**Exercise prompt:** The line with "Turn all roads" marks where to begin. Please copy it and each line after it to the end of the records below, exactly.

-------

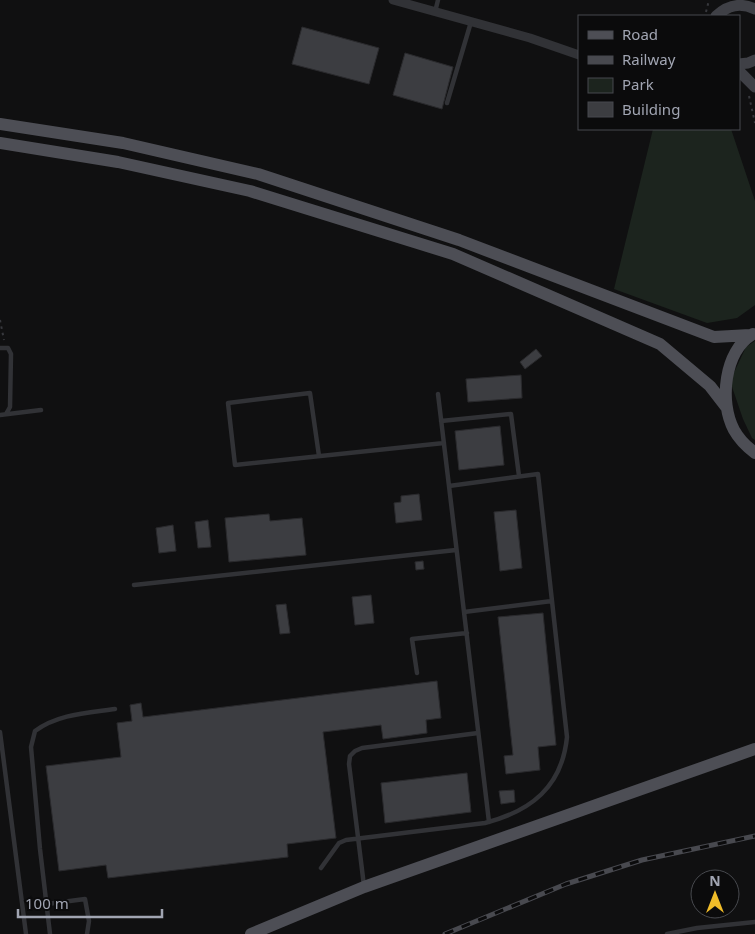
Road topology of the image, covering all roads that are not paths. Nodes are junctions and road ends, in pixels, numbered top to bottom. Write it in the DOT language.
graph roads {
  1 [pos="393,0"];
  2 [pos="438,0"];
  3 [pos="731,3"];
  4 [pos="755,9"];
  5 [pos="435,12"];
  6 [pos="717,15"];
  7 [pos="471,22"];
  8 [pos="578,55"];
  9 [pos="755,60"];
  10 [pos="740,64"];
  11 [pos="740,73"];
  12 [pos="752,92"];
  13 [pos="447,103"];
  14 [pos="0,124"];
  15 [pos="0,143"];
  16 [pos="752,334"];
  17 [pos="2,348"];
  18 [pos="438,394"];
  19 [pos="727,408"];
  20 [pos="41,410"];
  21 [pos="6,414"];
  22 [pos="0,415"];
  23 [pos="441,421"];
  24 [pos="444,443"];
  25 [pos="754,453"];
  26 [pos="318,456"];
  27 [pos="519,476"];
  28 [pos="449,486"];
  29 [pos="456,550"];
  30 [pos="134,586"];
  31 [pos="552,601"];
  32 [pos="464,612"];
  33 [pos="466,633"];
  34 [pos="417,673"];
  35 [pos="115,709"];
  36 [pos="0,732"];
  37 [pos="478,733"];
  38 [pos="755,749"];
  39 [pos="489,822"];
  40 [pos="357,838"];
  41 [pos="321,868"];
  42 [pos="364,887"];
  43 [pos="47,904"];
  44 [pos="755,922"];
  45 [pos="26,934"];
  46 [pos="50,934"];
  47 [pos="87,934"];
  48 [pos="251,934"];
  49 [pos="667,934"];
  1 -- 5 [label="street"];
  2 -- 5 [label="lane"];
  3 -- 4 [label="main road"];
  3 -- 6 [label="main road"];
  5 -- 7 [label="street"];
  7 -- 8 [label="street"];
  7 -- 13 [label="lane"];
  9 -- 10 [label="main road"];
  11 -- 12 [label="main road"];
  14 -- 16 [label="main road"];
  15 -- 19 [label="main road"];
  16 -- 19 [label="main road"];
  17 -- 21 [label="lane"];
  18 -- 23 [label="lane"];
  19 -- 25 [label="main road"];
  20 -- 21 [label="lane"];
  21 -- 22 [label="lane"];
  23 -- 24 [label="lane"];
  23 -- 27 [label="lane"];
  24 -- 26 [label="lane"];
  24 -- 28 [label="lane"];
  26 -- 26 [label="lane"];
  27 -- 28 [label="lane"];
  27 -- 31 [label="lane"];
  28 -- 29 [label="lane"];
  29 -- 30 [label="lane"];
  29 -- 32 [label="lane"];
  31 -- 32 [label="lane"];
  31 -- 39 [label="lane"];
  32 -- 33 [label="lane"];
  33 -- 34 [label="lane"];
  33 -- 37 [label="lane"];
  35 -- 43 [label="lane"];
  36 -- 45 [label="lane"];
  37 -- 39 [label="lane"];
  37 -- 40 [label="lane"];
  38 -- 42 [label="main road"];
  39 -- 40 [label="lane"];
  40 -- 41 [label="lane"];
  40 -- 42 [label="lane"];
  42 -- 48 [label="main road"];
  43 -- 46 [label="lane"];
  43 -- 47 [label="lane"];
  44 -- 49 [label="lane"];
}
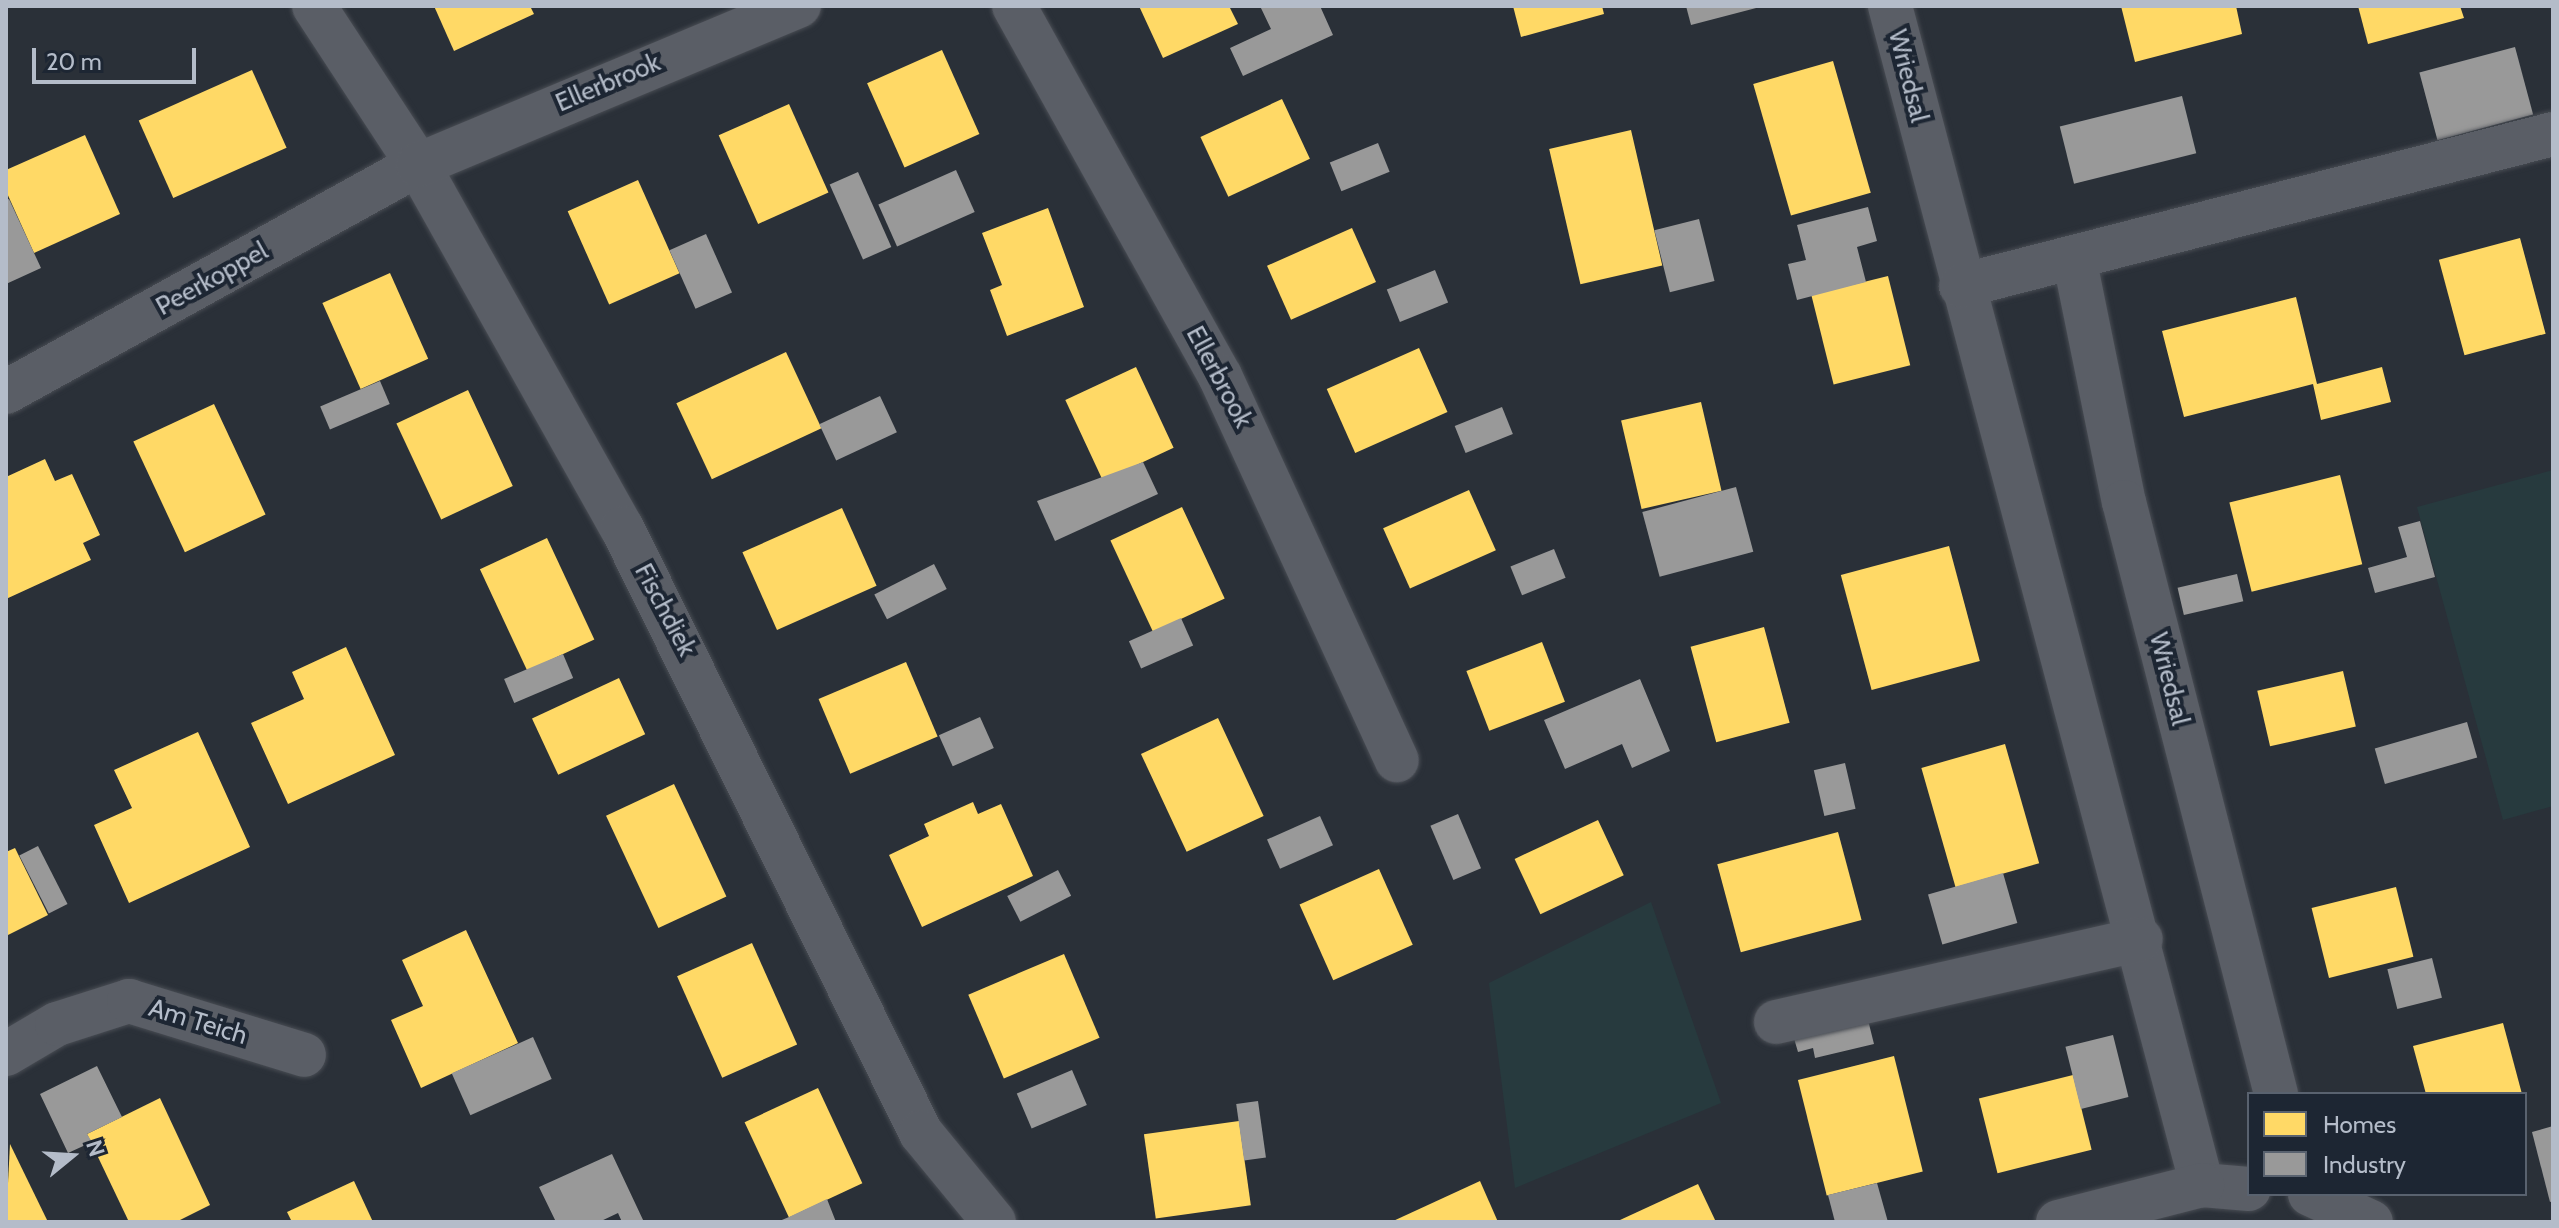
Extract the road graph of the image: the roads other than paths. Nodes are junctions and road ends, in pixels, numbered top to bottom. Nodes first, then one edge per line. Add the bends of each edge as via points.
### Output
1 (314, 6) edge
2 (799, 6) edge
3 (1014, 6) edge
4 (1890, 6) edge
5 (2553, 134) edge
6 (418, 165) junction
7 (2075, 262) junction
8 (1961, 286) junction
9 (6, 392) edge
10 (1397, 760) dead end
11 (2141, 939) junction
12 (1776, 1022) dead end
13 (6, 1054) edge
14 (304, 1055) dead end
15 (2275, 1092) edge
16 (2202, 1185) junction
17 (2247, 1189) edge
18 (2314, 1196) edge
19 (994, 1222) edge
20 (2058, 1222) edge
21 (2371, 1222) edge

1 - 6 street, Fischdiek
2 - 6 street, Ellerbrook
3 - 10 street, Ellerbrook via 1220,376
4 - 8 street, Wriedsal
5 - 7 street
6 - 9 street, Peerkoppel
6 - 19 street, Fischdiek via 700,678 921,1133
7 - 8 street
7 - 15 street, Wriedsal via 2124,502
8 - 11 street, Wriedsal
11 - 12 street
11 - 16 street, Wriedsal
13 - 14 street, Am Teich via 57,1024 129,1001
16 - 17 street
16 - 20 street
18 - 21 street

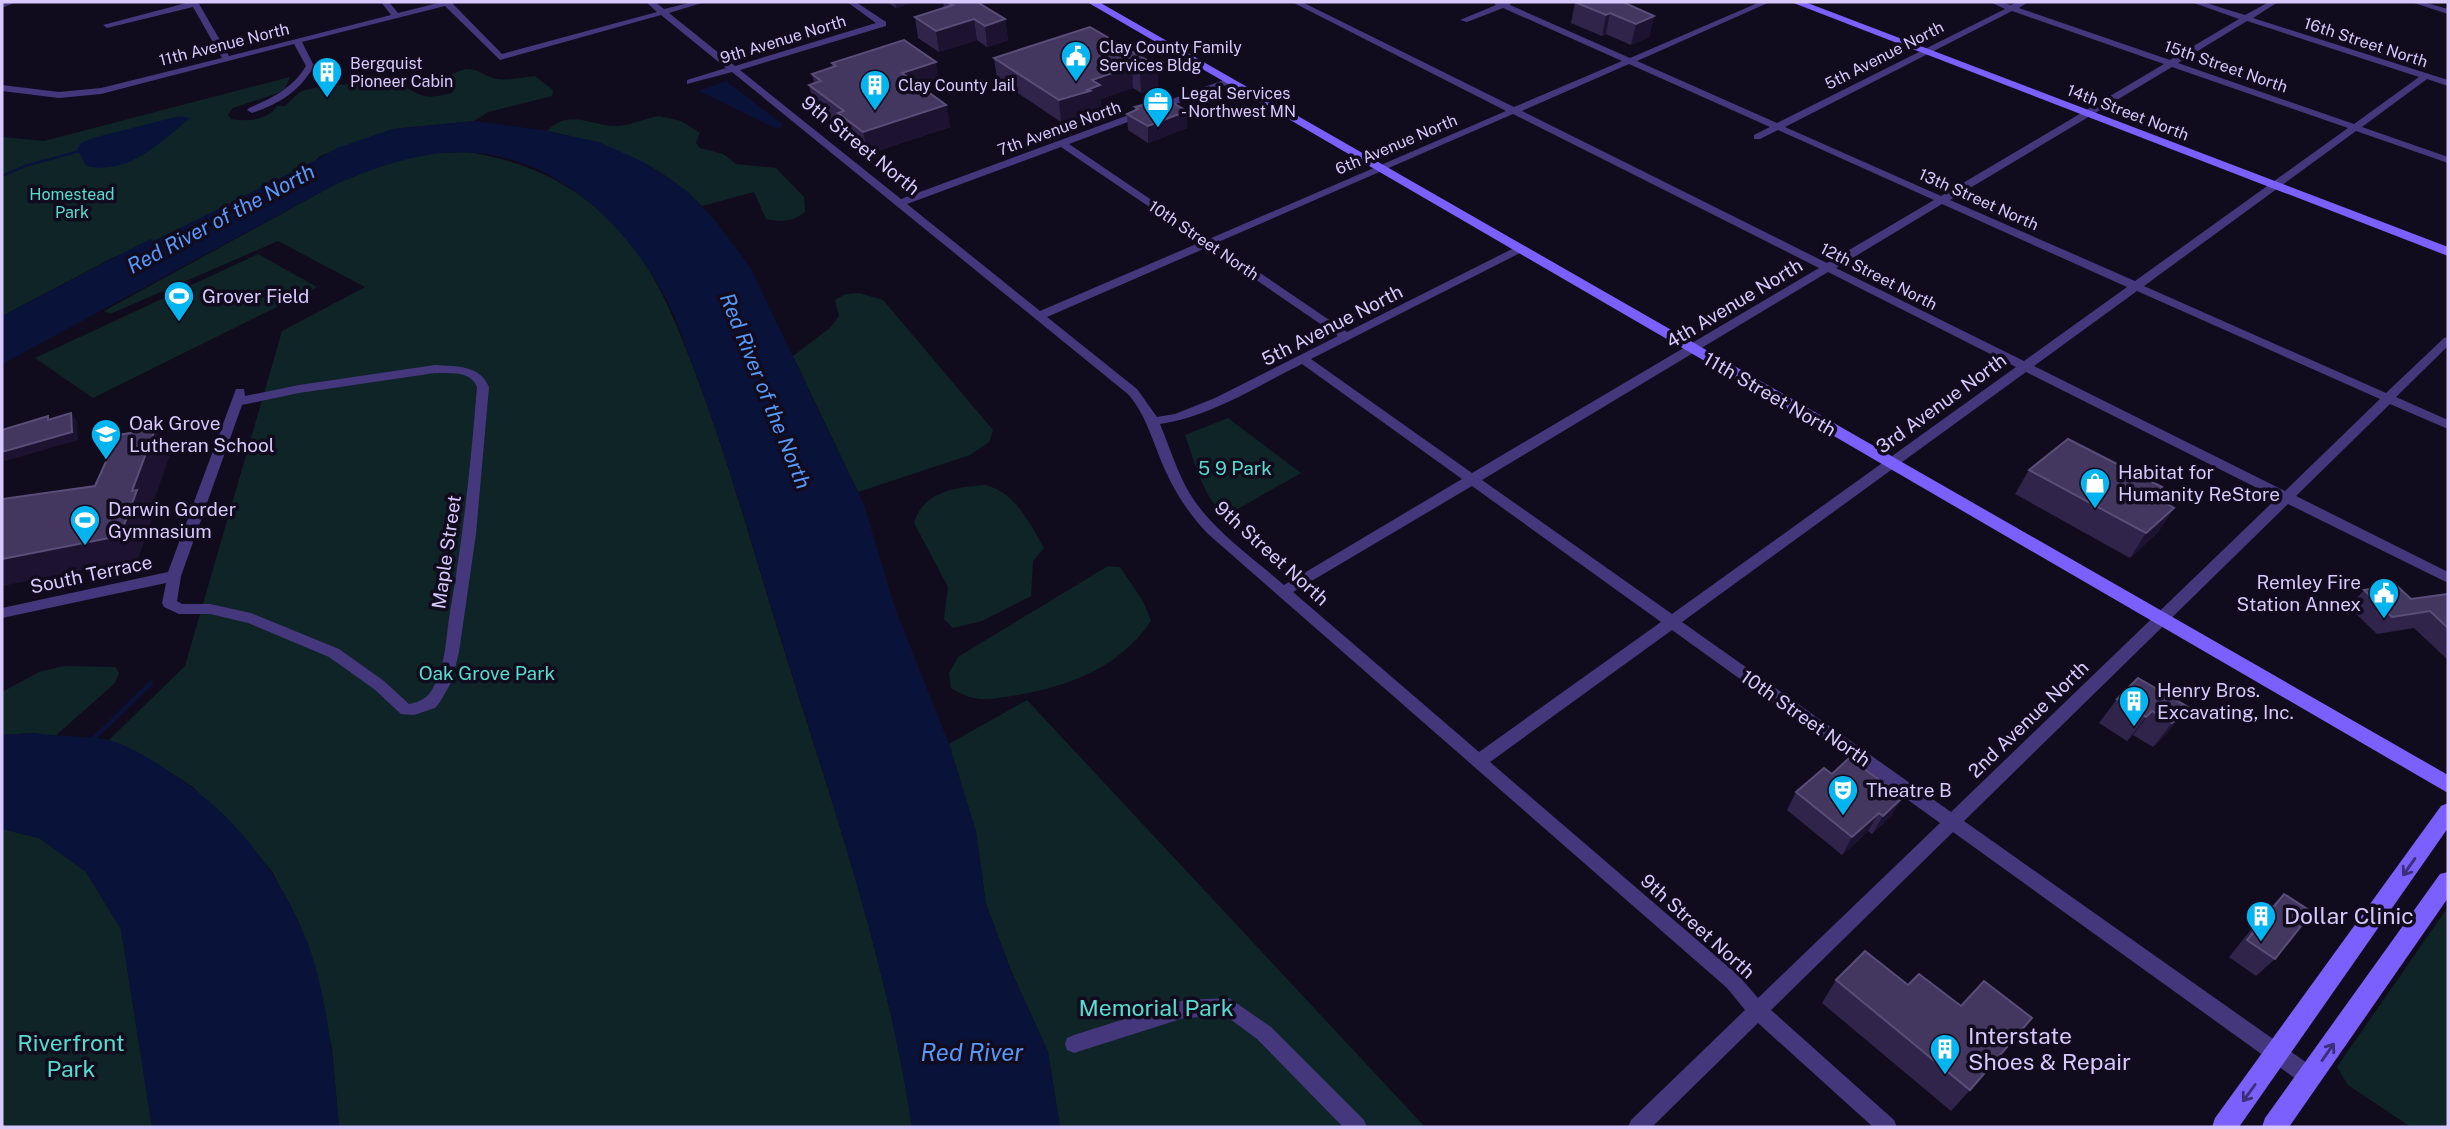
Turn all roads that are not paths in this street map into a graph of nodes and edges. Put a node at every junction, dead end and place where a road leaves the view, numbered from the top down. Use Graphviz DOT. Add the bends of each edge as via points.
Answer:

-------

**Output of the task:**
Turn all roads that are not paths in this street map into a graph of nodes and edges. Put a node at every junction, dead end and place where a road leaves the view, numbered from the top down. Use Graphviz DOT. Add the bends of each edge as via points.
Answer:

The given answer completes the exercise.